NEW YORK – The American Association for Clinical Chemistry has issued a guidance instructing clinicians, lab professionals, and patients how to prevent biotin from interfering with test results.
The guidance highlights the need for good communication between clinicians and labs to ensure doctors and patients understand what tests might be affected by patient biotin use and to keep labs informed about patients' biotin intake. It follows recommendations issued by the US Food and Drug Administration in November 2019.
Biotin is a key component of many immunoassays, but it has also become commonly used in products like beauty supplements and multivitamins as well as in certain drugs. According to the AACC, at least 20 percent of Americans take biotin in some form, and this intake can interfere with the results of certain clinical tests.
The AACC guidance instructs clinicians to inform labs if a patient has taken a dose of biotin larger than 5 mg and to consider biotin interference when test results don't match patient symptoms. Additionally, it calls for labs to use tests without biotin for samples suspected of containing biotin. In cases when this is not possible, patients should abstain from biotin for eight to 72 hours before giving blood for testing.

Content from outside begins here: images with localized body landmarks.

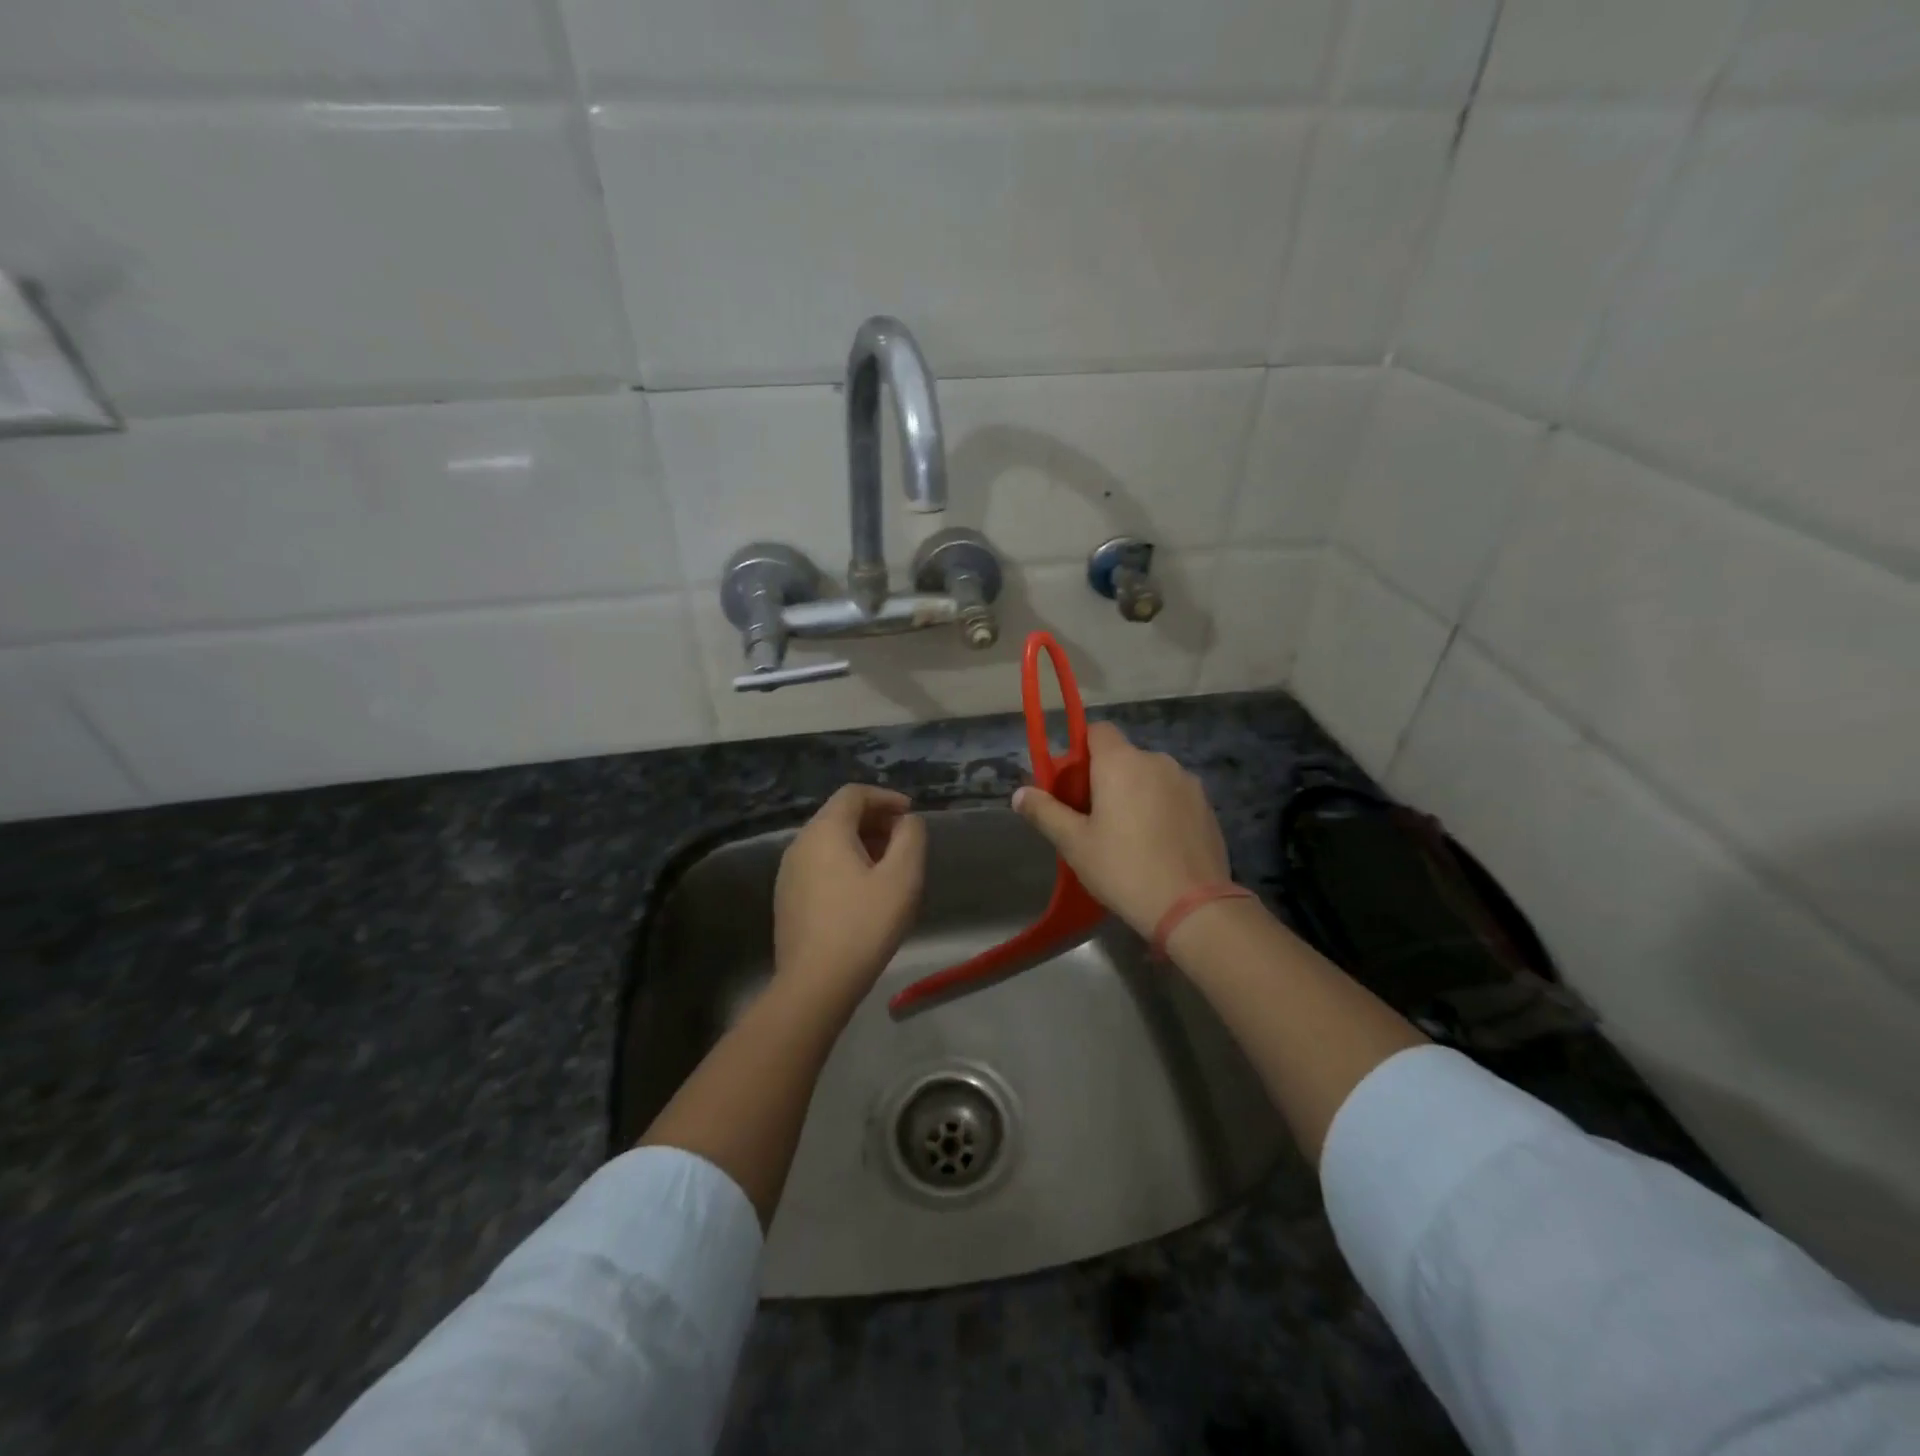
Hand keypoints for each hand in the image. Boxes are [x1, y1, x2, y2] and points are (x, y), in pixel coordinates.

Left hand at [773, 785, 926, 1013]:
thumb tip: (907, 821)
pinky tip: (864, 893)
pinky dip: (844, 864)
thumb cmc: (863, 925)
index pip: (854, 794)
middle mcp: (800, 843)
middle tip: (904, 842)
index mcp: (825, 830)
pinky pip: (819, 866)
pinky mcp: (787, 898)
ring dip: (861, 844)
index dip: (886, 797)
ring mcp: (788, 872)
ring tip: (889, 868)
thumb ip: (911, 837)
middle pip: (839, 816)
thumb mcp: (902, 877)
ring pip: (829, 842)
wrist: (814, 984)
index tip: (911, 814)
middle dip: (875, 821)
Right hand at [1013, 722, 1229, 937]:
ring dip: (1136, 793)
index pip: (1097, 731)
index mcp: (1121, 762)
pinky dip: (1161, 809)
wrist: (1191, 906)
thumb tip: (1020, 794)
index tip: (1073, 785)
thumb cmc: (1123, 868)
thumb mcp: (1074, 843)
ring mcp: (1187, 782)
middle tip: (1094, 819)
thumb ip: (1045, 812)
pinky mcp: (1206, 806)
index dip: (1081, 751)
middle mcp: (1157, 760)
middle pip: (1123, 756)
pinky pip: (1173, 796)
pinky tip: (1157, 845)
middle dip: (1107, 778)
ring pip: (1150, 777)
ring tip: (1129, 836)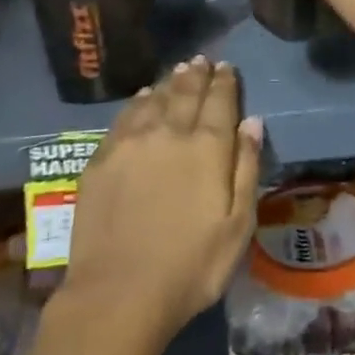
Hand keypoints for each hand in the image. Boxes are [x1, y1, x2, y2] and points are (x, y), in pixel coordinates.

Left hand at [62, 57, 262, 342]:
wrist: (118, 294)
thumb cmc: (190, 267)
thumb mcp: (237, 226)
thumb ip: (246, 169)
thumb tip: (252, 122)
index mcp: (207, 147)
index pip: (219, 101)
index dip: (225, 81)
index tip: (226, 67)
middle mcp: (170, 132)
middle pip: (186, 92)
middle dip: (197, 74)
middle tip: (201, 60)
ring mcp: (132, 142)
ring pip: (155, 98)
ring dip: (170, 82)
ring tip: (178, 71)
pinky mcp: (102, 158)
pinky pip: (125, 116)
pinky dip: (139, 101)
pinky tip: (143, 97)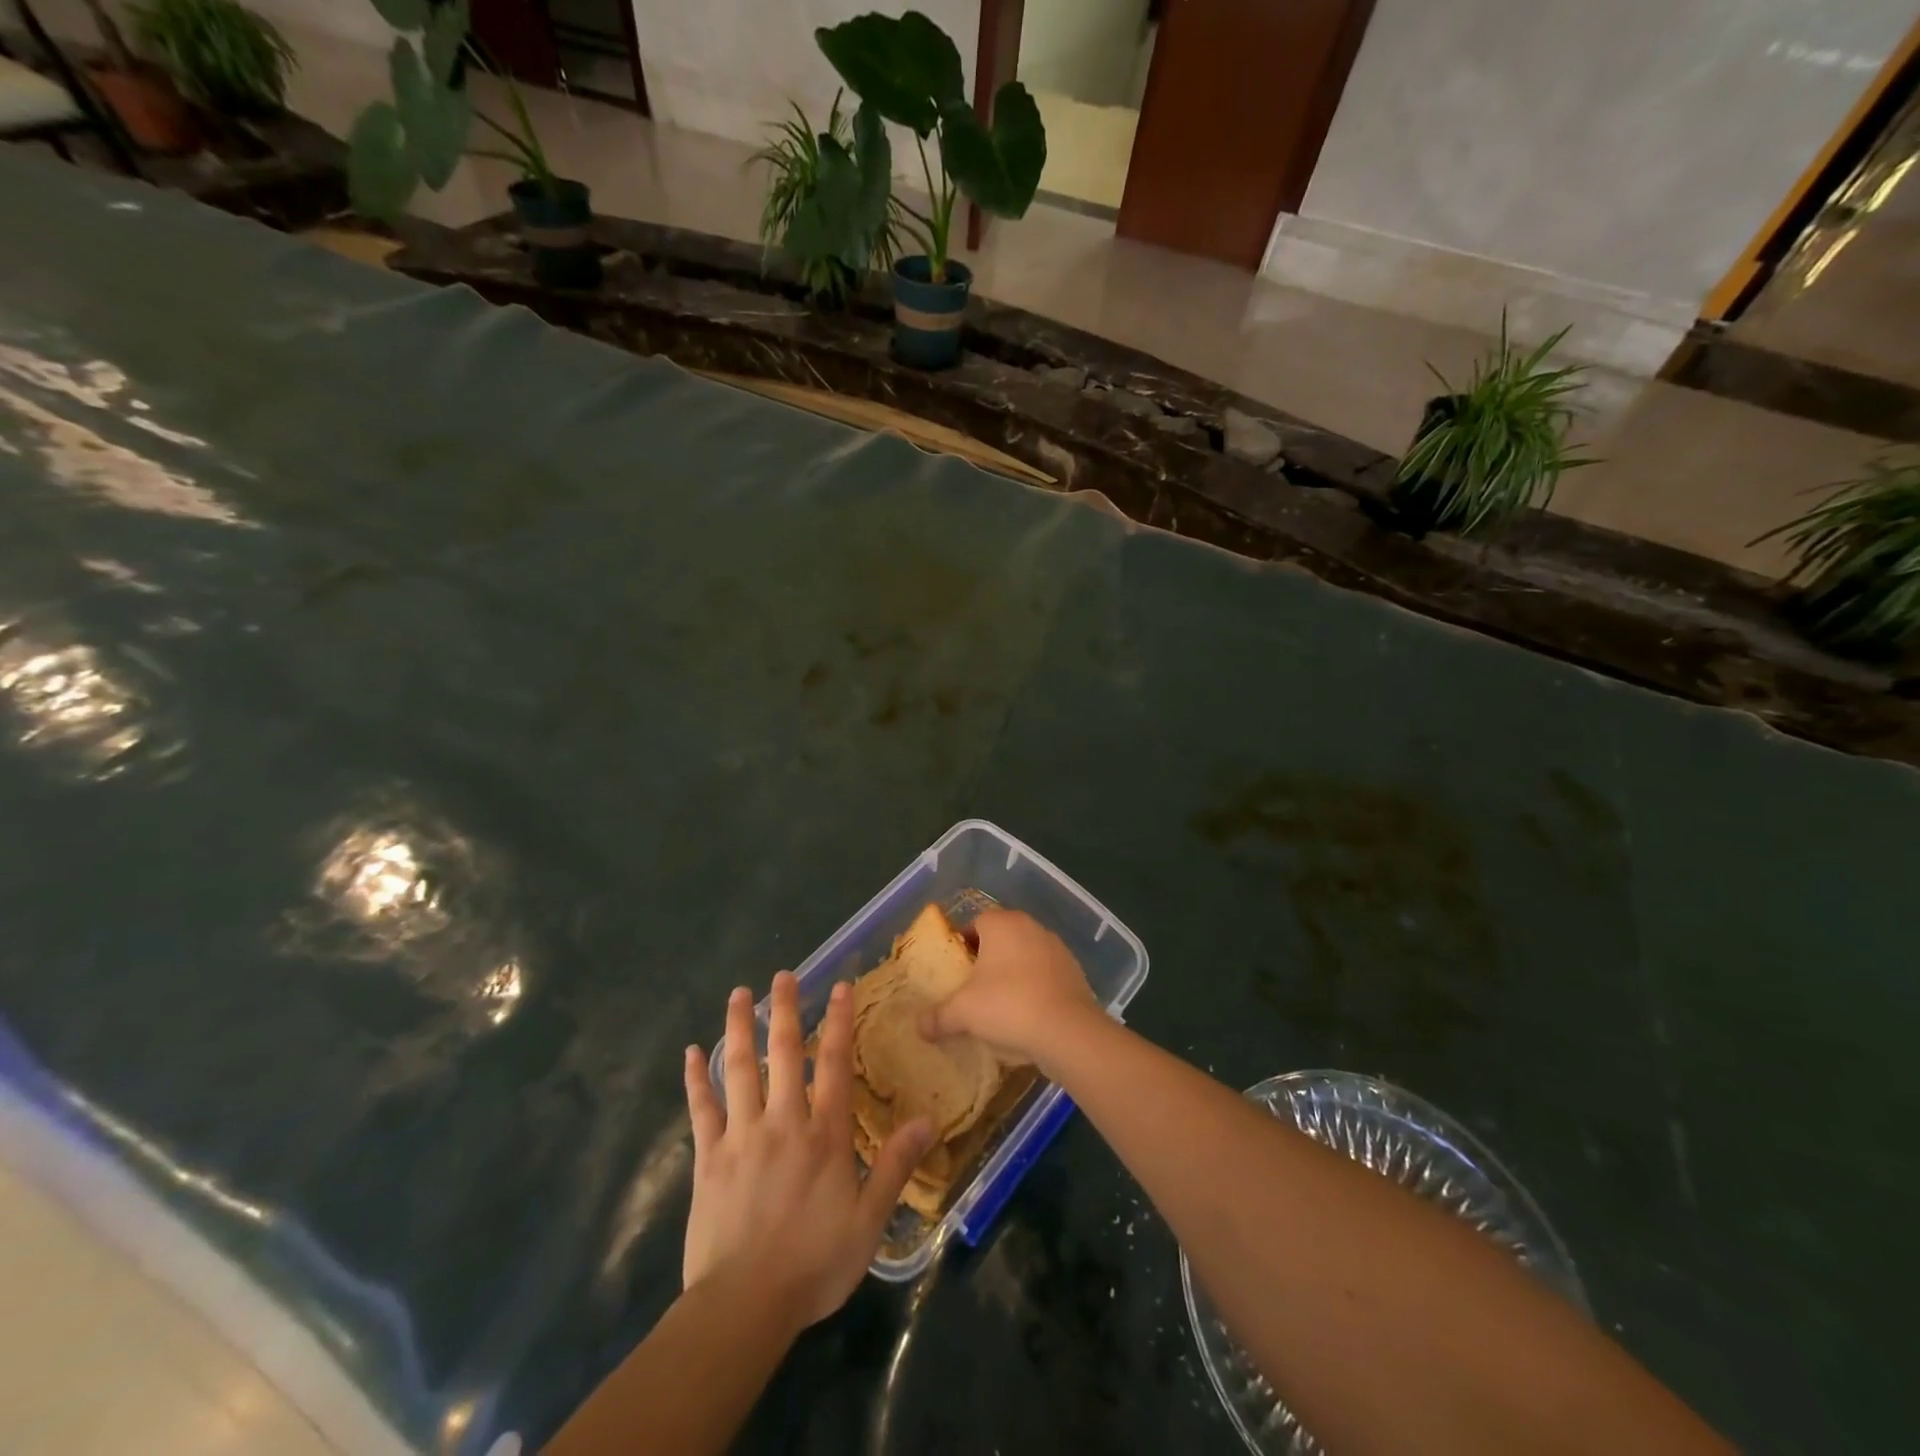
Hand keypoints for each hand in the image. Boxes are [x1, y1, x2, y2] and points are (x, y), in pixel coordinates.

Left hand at [683, 972, 931, 1333]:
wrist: (744, 1306)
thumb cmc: (813, 1264)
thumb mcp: (868, 1220)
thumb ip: (895, 1165)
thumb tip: (928, 1121)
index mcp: (824, 1134)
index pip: (834, 1064)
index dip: (838, 1022)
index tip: (838, 986)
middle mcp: (783, 1121)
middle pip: (784, 1053)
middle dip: (786, 1010)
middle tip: (783, 975)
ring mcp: (741, 1136)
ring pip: (739, 1069)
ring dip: (739, 1028)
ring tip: (739, 994)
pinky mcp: (708, 1158)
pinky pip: (701, 1109)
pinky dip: (696, 1079)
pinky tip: (691, 1053)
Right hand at [921, 909, 1100, 1070]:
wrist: (1068, 1031)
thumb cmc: (1008, 1006)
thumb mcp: (963, 1012)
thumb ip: (938, 1016)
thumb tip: (919, 1027)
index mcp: (1002, 924)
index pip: (975, 923)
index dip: (962, 945)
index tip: (955, 971)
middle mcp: (1031, 926)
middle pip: (1001, 938)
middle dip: (987, 960)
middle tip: (973, 988)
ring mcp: (1057, 948)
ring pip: (1025, 956)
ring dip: (1013, 973)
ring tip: (1000, 1004)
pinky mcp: (1074, 971)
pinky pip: (1046, 975)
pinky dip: (1035, 988)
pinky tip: (1027, 1015)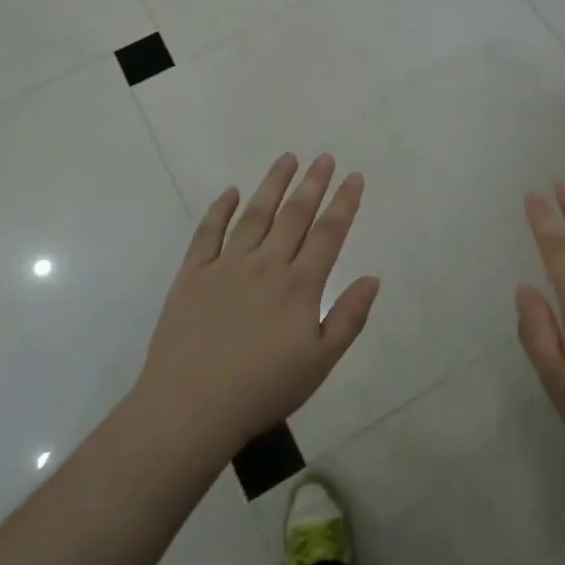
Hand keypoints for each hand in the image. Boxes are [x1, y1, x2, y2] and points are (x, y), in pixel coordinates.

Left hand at [134, 153, 379, 457]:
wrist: (192, 406)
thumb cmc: (263, 389)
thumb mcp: (320, 363)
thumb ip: (348, 318)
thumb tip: (372, 278)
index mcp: (299, 286)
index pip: (328, 234)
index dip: (344, 203)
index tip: (354, 177)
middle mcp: (266, 265)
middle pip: (294, 215)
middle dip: (313, 184)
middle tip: (324, 157)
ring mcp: (226, 266)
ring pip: (255, 215)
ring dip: (272, 184)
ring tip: (287, 159)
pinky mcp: (192, 275)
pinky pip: (208, 233)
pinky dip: (219, 209)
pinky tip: (230, 192)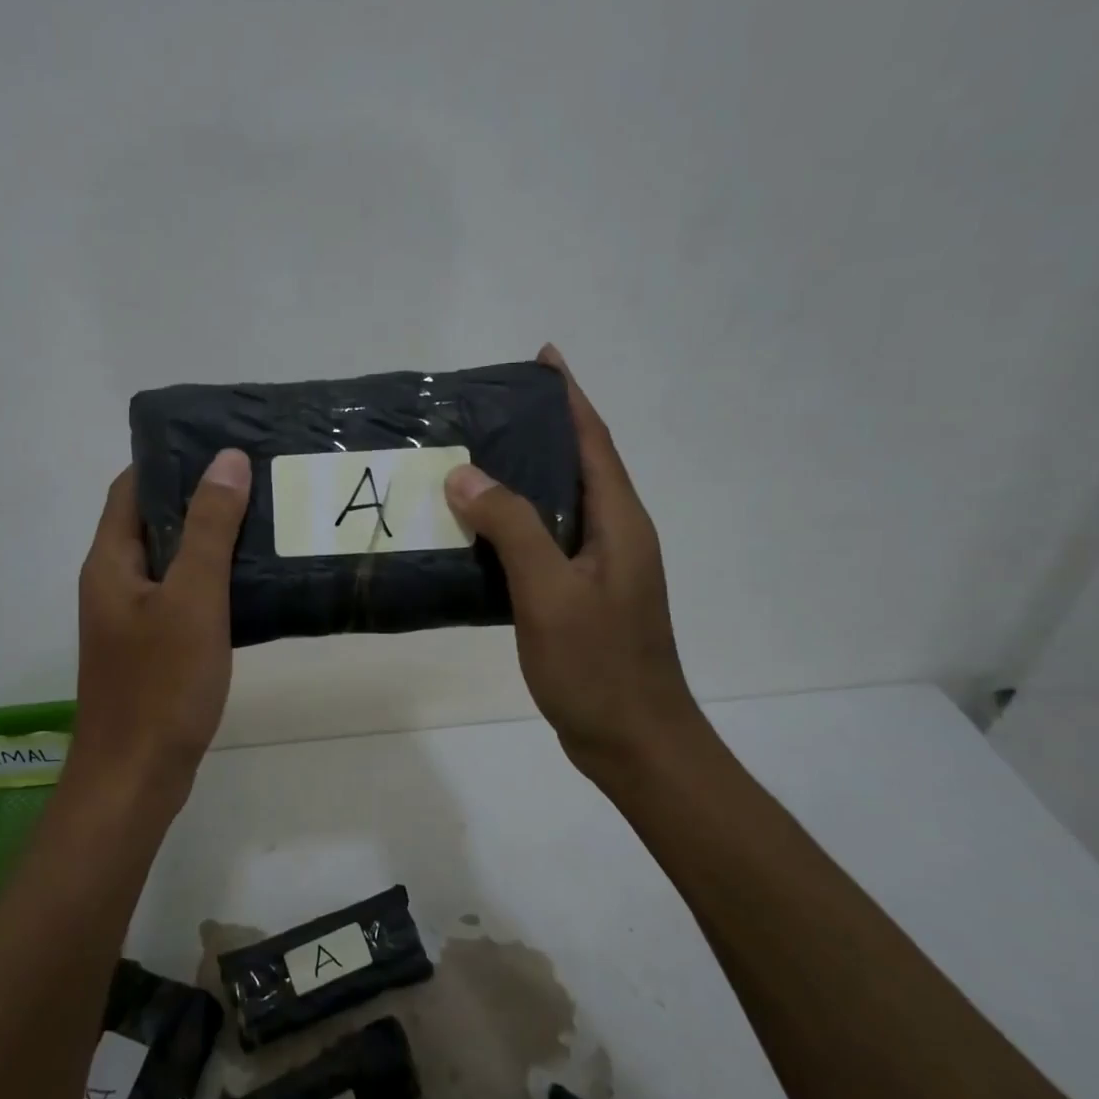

"The recent increase in the use of high-dose biotin supplements requires that laboratorians and clinicians be mindful of the potential for biotin interference in biotinylated immunoassay-based laboratory tests," said the guidance document authors Danni Li, Angela Ferguson, Mark Cervinski, Kara Lynch, and Patrick Kyle in a statement. "Ideally, manufacturers will reformulate assays that are sensitive to biotin. Given that the timeline from initial assay design to reformulation and governmental approval requires months to years, laboratorians and clinicians will have to remain mindful of this issue for some time to come … [and] should work together to ensure accurate laboratory results."